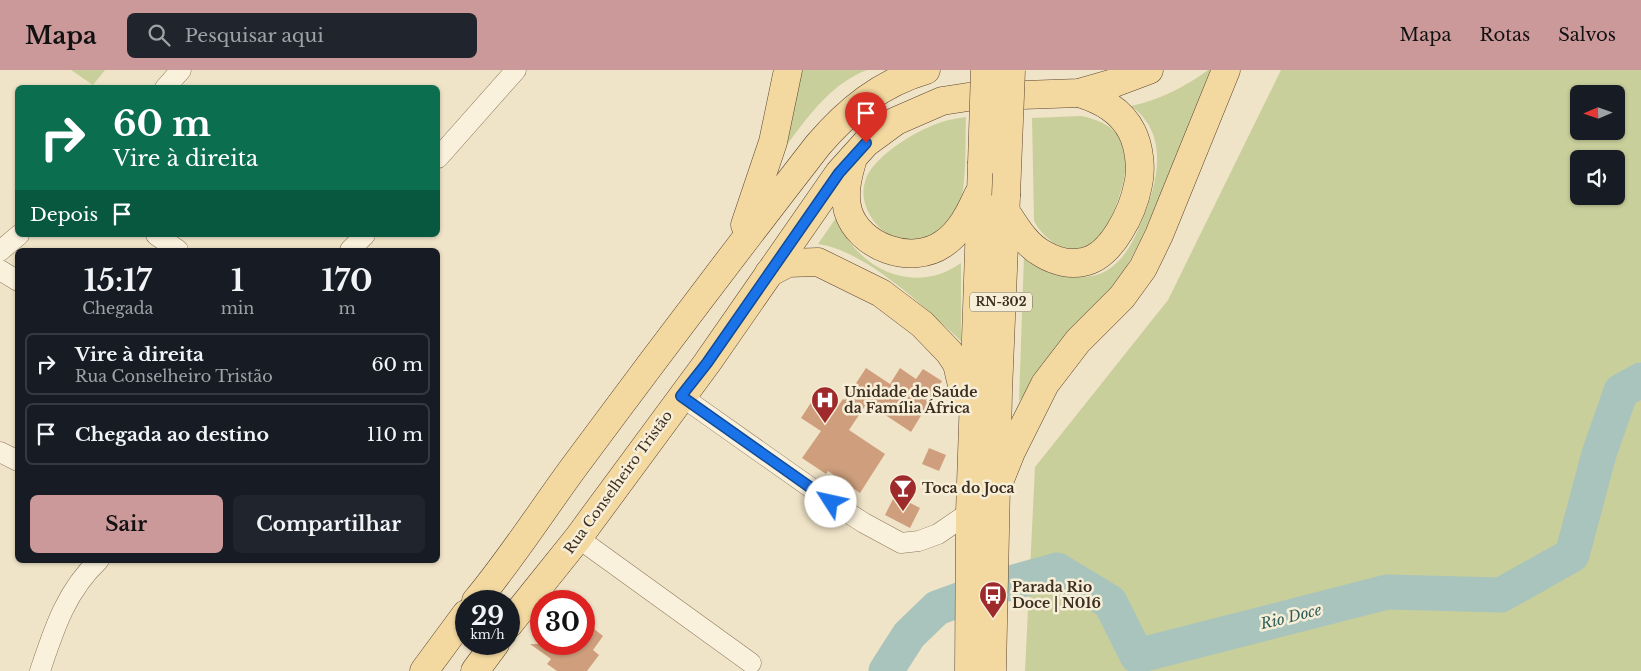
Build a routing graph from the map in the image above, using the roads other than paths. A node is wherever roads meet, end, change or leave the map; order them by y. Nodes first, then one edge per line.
1 (182, 70) edge
2 (516, 70) edge
3 (788, 70) edge
4 (926, 70) edge
5 (985, 70) edge
6 (1011, 70) edge
7 (1149, 70) edge
8 (1226, 70) edge
9 (168, 85) edge
10 (1078, 93) junction
11 (854, 154) junction
12 (440, 156) edge
13 (994, 190) junction
14 (17, 237) edge
15 (159, 237) edge
16 (363, 237) edge
17 (175, 248) edge
18 (352, 248) edge
19 (0, 252) edge
20 (735, 252) junction
21 (0, 270) edge
22 (769, 273) junction
23 (15, 279) edge
24 (681, 396) junction
25 (0, 452) edge
26 (15, 460) edge
27 (985, 483) junction
28 (978, 521) junction
29 (578, 538) junction
30 (97, 563) edge
31 (485, 590) edge
32 (520, 610) edge
33 (455, 629) edge
34 (487, 655) edge
35 (751, 663) dead end
36 (40, 671) edge
37 (424, 671) edge
38 (475, 671) edge
39 (969, 671) edge
40 (992, 671) edge

1 - 9 street
2 - 12 street
3 - 20 main road
4 - 20 main road
5 - 13 main road, RN-302, bridge
6 - 13 main road, RN-302, bridge
7 - 10 main road, Rua Conselheiro Tristão
8 - 27 main road
10 - 11 main road, Rua Conselheiro Tristão
10 - 13 main road
11 - 13 main road
11 - 22 main road, Rua Conselheiro Tristão
13 - 27 main road, RN-302
13 - 27 main road, RN-302
14 - 19 street
15 - 17 street
16 - 18 street
20 - 31 main road
21 - 23 street
22 - 24 main road, Rua Conselheiro Tristão
22 - 27 main road
24 - 28 street
24 - 29 main road, Rua Conselheiro Tristão
25 - 26 street
27 - 28 main road, RN-302
28 - 39 main road, RN-302
28 - 40 main road, RN-302
29 - 32 main road, Rua Conselheiro Tristão
29 - 35 street
30 - 36 street
33 - 37 main road
34 - 38 main road

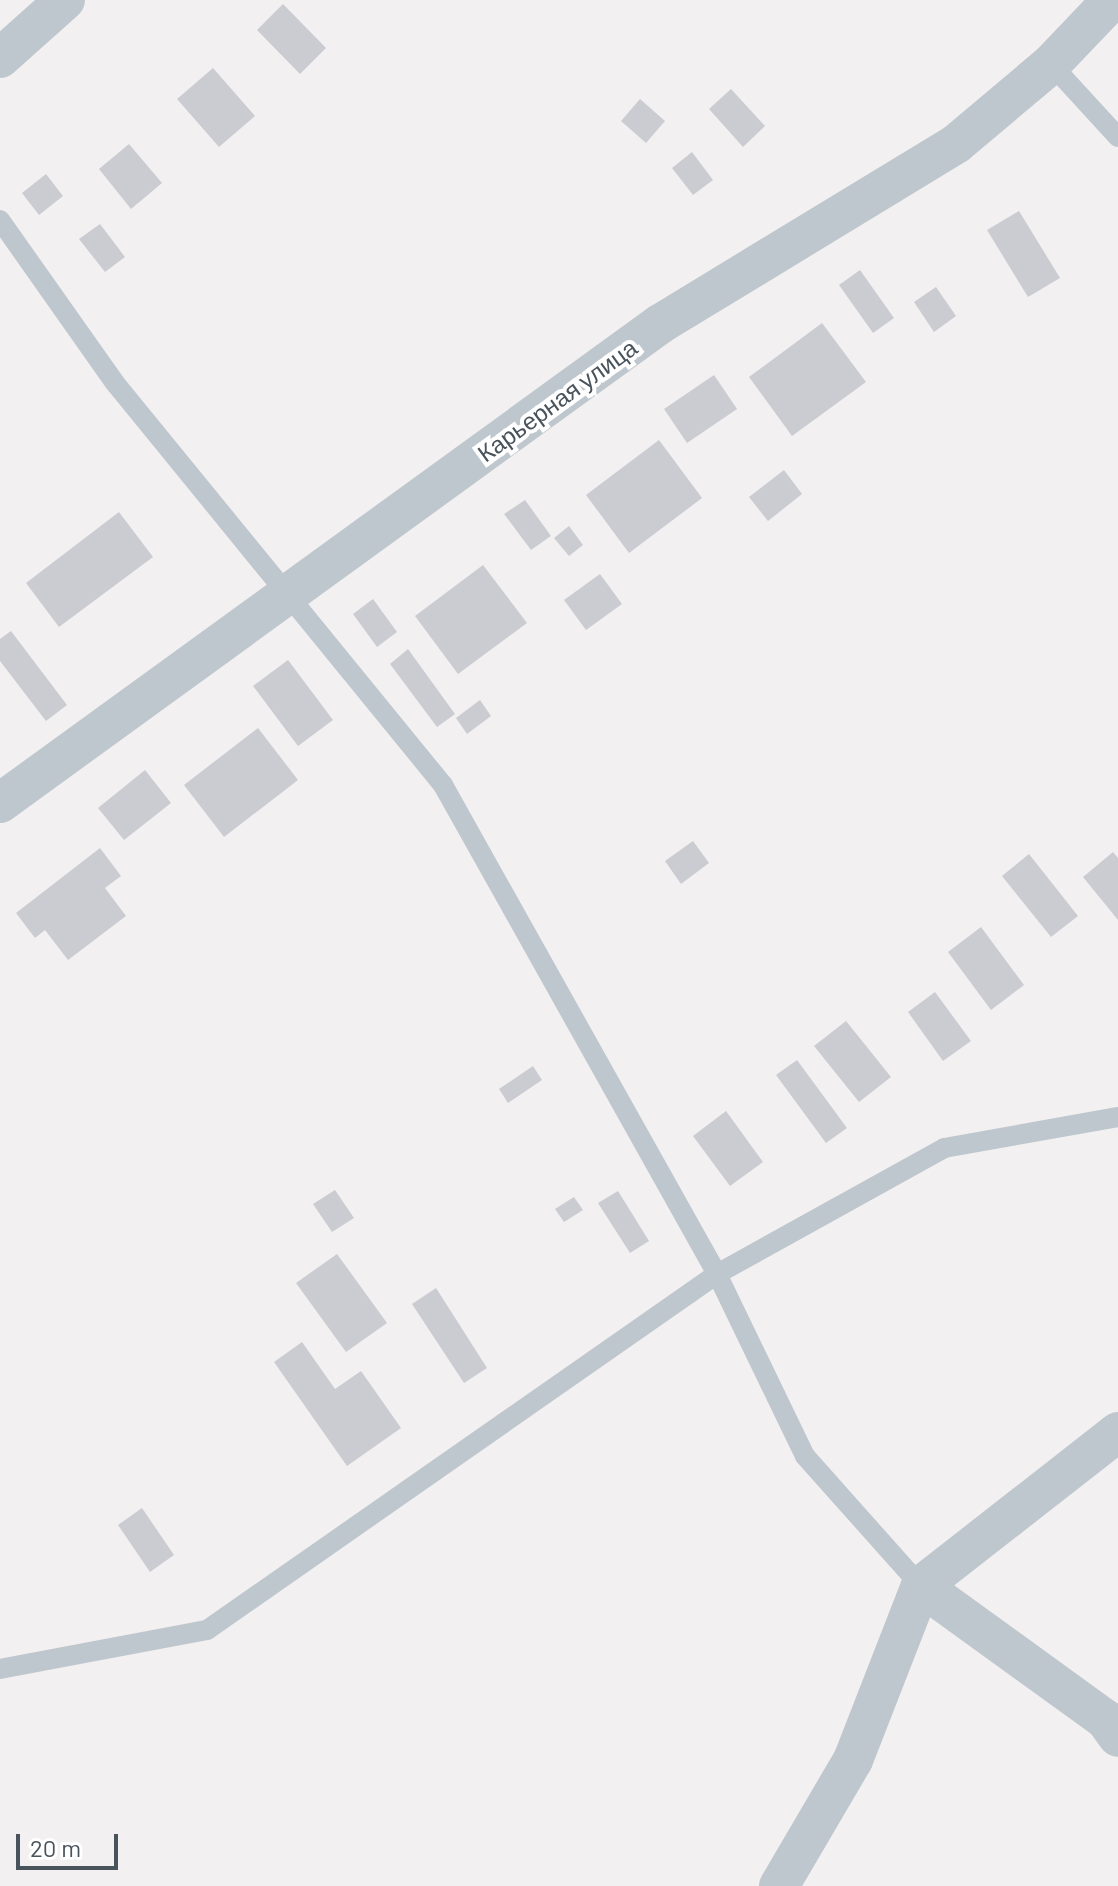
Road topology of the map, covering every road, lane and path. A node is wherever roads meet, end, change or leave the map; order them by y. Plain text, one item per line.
1 (65, 0) edge
2 (1112, 0) edge
3 (0, 58) edge
4 (1051, 64) junction
5 (1118, 137) edge
6 (0, 220) edge
7 (287, 598) junction
8 (0, 803) edge
9 (1118, 1117) edge
10 (717, 1274) junction
11 (1118, 1432) edge
12 (921, 1586) junction
13 (0, 1669) edge
14 (1114, 1717) edge
15 (779, 1886) edge

1 - 3 street
2 - 4 street, Карьерная улица
4 - 5 lane
4 - 7 street, Карьерная улица
6 - 7 lane
7 - 8 street, Карьерная улица
7 - 10 lane
9 - 10 lane
10 - 12 lane
10 - 13 lane
11 - 12 street
12 - 14 street
12 - 15 street

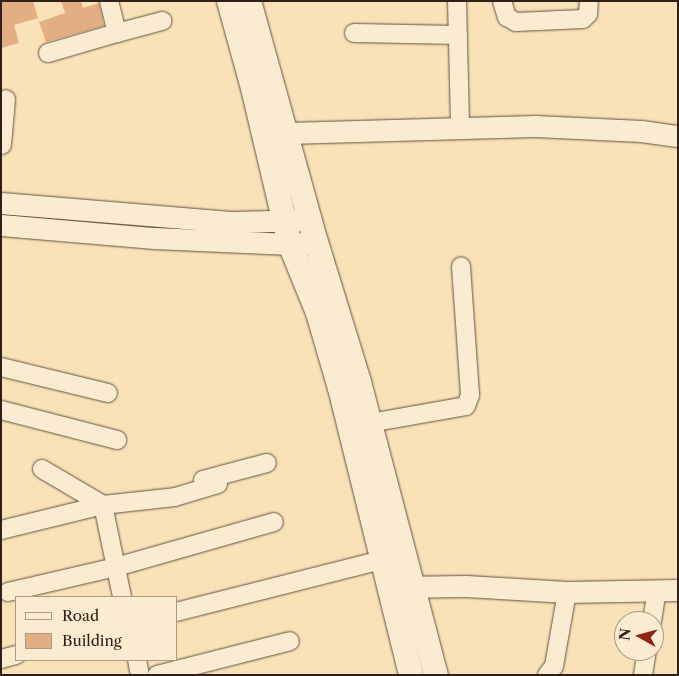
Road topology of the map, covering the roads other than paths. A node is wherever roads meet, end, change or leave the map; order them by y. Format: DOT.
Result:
graph roads {
  1 [pos="109,1"];
  2 [pos="228,1"];
  3 [pos="249,1"];
  4 [pos="457,1"];
  5 [pos="502,1"];
  6 [pos="589,1"];
  7 [pos="162,21"];
  8 [pos="117,33"];
  9 [pos="354,33"];
  10 [pos="458,35"];
  11 [pos="48,53"];
  12 [pos="6,99"];
  13 [pos="2,125"];
  14 [pos="460,126"];
  15 [pos="287,133"];
  16 [pos="678,136"];
  17 [pos="2,145"];
  18 [pos="1,203"];
  19 [pos="2,230"];
  20 [pos="313,231"];
  21 [pos="287,234"];
  22 [pos="461,266"];
  23 [pos="1,367"];
  24 [pos="108,393"];
  25 [pos="1,410"];
  26 [pos="370,423"];
  27 [pos="117,440"];
  28 [pos="267,463"];
  29 [pos="42,469"];
  30 [pos="218,484"];
  31 [pos="103,505"];
  32 [pos="274,522"];
  33 [pos="1,530"];
  34 [pos="382,560"];
  35 [pos="116,567"];
  36 [pos="400,588"];
  37 [pos="657,590"];
  38 [pos="678,590"];
  39 [pos="8,592"];
  40 [pos="567,592"];
  41 [pos="122,596"];
  42 [pos="178,611"];
  43 [pos="654,611"];
  44 [pos="290,641"];
  45 [pos="15,654"];
  46 [pos="1,658"];
  47 [pos="136,661"];
  48 [pos="645,661"];
  49 [pos="551,672"];
  50 [pos="140,675"];
  51 [pos="157,675"];
  52 [pos="410,675"];
  53 [pos="436,675"];
  54 [pos="643,675"];
  1 -- 8 [label="street"];
  2 -- 21 [label="main road"];
  3 -- 15 [label="main road"];
  4 -- 10 [label="street"];
  5 -- 6 [label="street"];
  7 -- 8 [label="street"];
  8 -- 11 [label="street"];
  9 -- 10 [label="street"];
  10 -- 14 [label="street"];
  12 -- 13 [label="street"];
  13 -- 17 [label="street"];
  14 -- 15 [label="street"];
  14 -- 16 [label="street"];
  15 -- 20 [label="main road"];
  18 -- 21 [label="street"];
  19 -- 21 [label="street"];
  20 -- 21 [label="street"];
  20 -- 26 [label="main road"];
  21 -- 34 [label="main road"];
  22 -- 26 [label="street"];
  23 -- 24 [label="street"];
  25 -- 27 [label="street"];
  26 -- 36 [label="main road"];
  28 -- 31 [label="street"];
  29 -- 31 [label="street"];
  30 -- 31 [label="street"];
  31 -- 33 [label="street"];
  31 -- 35 [label="street"];
  32 -- 35 [label="street"];
  34 -- 36 [label="main road"];
  34 -- 42 [label="street"];
  35 -- 39 [label="street"];
  35 -- 41 [label="street"];
  36 -- 40 [label="street"];
  36 -- 52 [label="main road"];
  36 -- 53 [label="main road"];
  37 -- 38 [label="street"];
  37 -- 40 [label="street"];
  37 -- 43 [label="street"];
  40 -- 49 [label="street"];
  44 -- 51 [label="street"];
  45 -- 46 [label="street"];
  47 -- 50 [label="street"];
  48 -- 54 [label="street"];
}
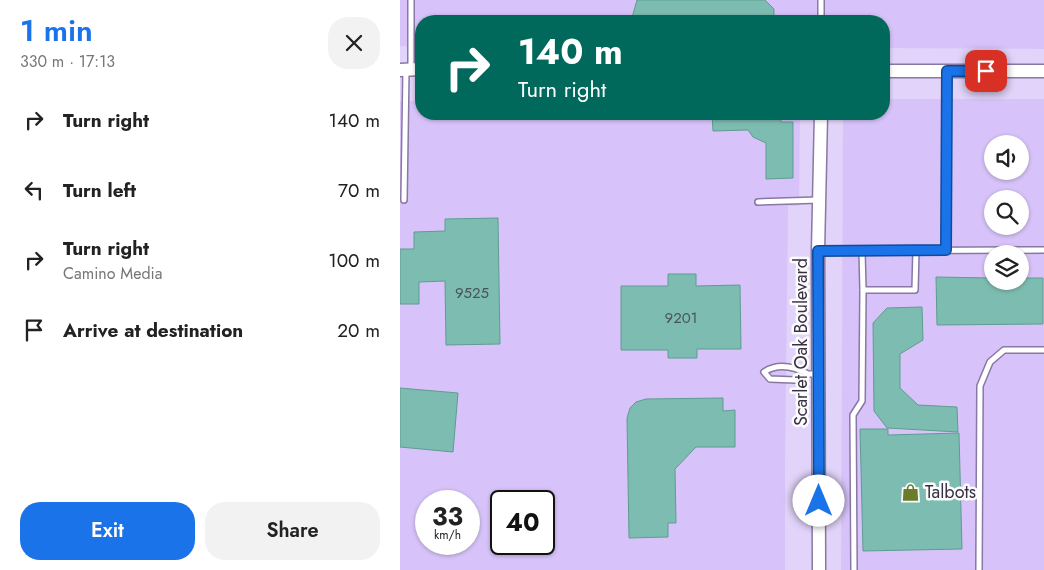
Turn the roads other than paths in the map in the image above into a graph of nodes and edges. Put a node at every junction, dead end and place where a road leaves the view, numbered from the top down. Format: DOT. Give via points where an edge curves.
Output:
graph roads {
  1 [pos="411,0"];
  2 [pos="821,0"];
  3 [pos="821,15"];
  4 [pos="409,69"];
  5 [pos="890,71"];
  6 [pos="947,71"];
  7 [pos="1044,72"];
  8 [pos="821,120"];
  9 [pos="404,200"];
  10 [pos="819,200"];
  11 [pos="758,202"];
  12 [pos="916,250"];
  13 [pos="946,250"];
  14 [pos="1044,250"];
  15 [pos="818,251"];
  16 [pos="862,251"];
  17 [pos="863,290"];
  18 [pos="1044,350"];
  19 [pos="813,374"];
  20 [pos="819,570"];
  21 [pos="854,570"];
  22 [pos="979,570"];
  1 -- 4 [label="lane"];
  2 -- 3 [label="lane"];
  4 -- 9 [label="lane"];
  5 -- 6 [label="street"];
  6 -- 7 [label="street"];
  6 -- 13 [label="lane"];
  8 -- 10 [label="street, Scarlet Oak Boulevard"];
  10 -- 11 [label="lane"];
  10 -- 15 [label="street, Scarlet Oak Boulevard"];
  12 -- 13 [label="lane"];
  12 -- 16 [label="lane"];
  12 -- 17 [label="lane" via="916,290"];
  13 -- 14 [label="lane"];
  15 -- 16 [label="lane"];
  15 -- 19 [label="street, Scarlet Oak Boulevard"];
  16 -- 17 [label="lane"];
  17 -- 21 [label="lane" via="862,400 853,415"];
  18 -- 22 [label="lane" via="1004,350 990,362 980,386"];
  19 -- 19 [label="lane" via="795,367 772,367 762,372 770,379 795,380"];
  19 -- 20 [label="street, Scarlet Oak Boulevard"];
}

**What you should do:** Copy all lines in the listing above where the string "dead" appears.

**Answer to this exercise:**
35 (751, 663) dead end
Turn the roads other than paths in the map in the image above into a graph of nodes and edges. Put a node at every junction, dead end and place where a road leaves the view, numbered from the top down. Format: DOT. Give via points where an edge curves.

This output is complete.